| What you should do |
Once every line in the data that follows has been checked for the word "Talbot", give only the number of lines that hold it.

Dataset entries:
((

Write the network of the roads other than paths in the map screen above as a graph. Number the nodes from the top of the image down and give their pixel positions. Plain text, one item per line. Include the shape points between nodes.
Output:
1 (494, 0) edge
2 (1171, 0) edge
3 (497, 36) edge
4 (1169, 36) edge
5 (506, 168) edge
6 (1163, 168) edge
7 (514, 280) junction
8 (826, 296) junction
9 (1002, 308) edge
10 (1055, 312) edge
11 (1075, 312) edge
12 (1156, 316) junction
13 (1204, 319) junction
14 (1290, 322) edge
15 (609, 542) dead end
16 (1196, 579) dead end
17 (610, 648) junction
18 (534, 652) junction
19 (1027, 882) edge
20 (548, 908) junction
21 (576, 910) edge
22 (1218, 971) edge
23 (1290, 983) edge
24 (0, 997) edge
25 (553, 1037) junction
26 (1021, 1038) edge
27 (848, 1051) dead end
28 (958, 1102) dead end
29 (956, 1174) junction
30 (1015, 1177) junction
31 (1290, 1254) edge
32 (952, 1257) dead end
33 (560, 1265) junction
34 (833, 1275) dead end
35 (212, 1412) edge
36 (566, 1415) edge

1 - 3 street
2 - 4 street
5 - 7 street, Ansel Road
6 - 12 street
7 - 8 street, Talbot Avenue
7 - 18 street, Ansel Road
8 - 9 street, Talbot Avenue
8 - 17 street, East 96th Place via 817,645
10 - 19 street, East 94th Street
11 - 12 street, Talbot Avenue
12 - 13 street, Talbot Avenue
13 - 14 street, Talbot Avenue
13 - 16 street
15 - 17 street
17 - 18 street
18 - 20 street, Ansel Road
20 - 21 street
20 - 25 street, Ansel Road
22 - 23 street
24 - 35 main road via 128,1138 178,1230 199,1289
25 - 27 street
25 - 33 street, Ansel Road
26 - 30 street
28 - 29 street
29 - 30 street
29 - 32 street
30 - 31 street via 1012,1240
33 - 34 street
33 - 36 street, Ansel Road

))

| The completed task |
5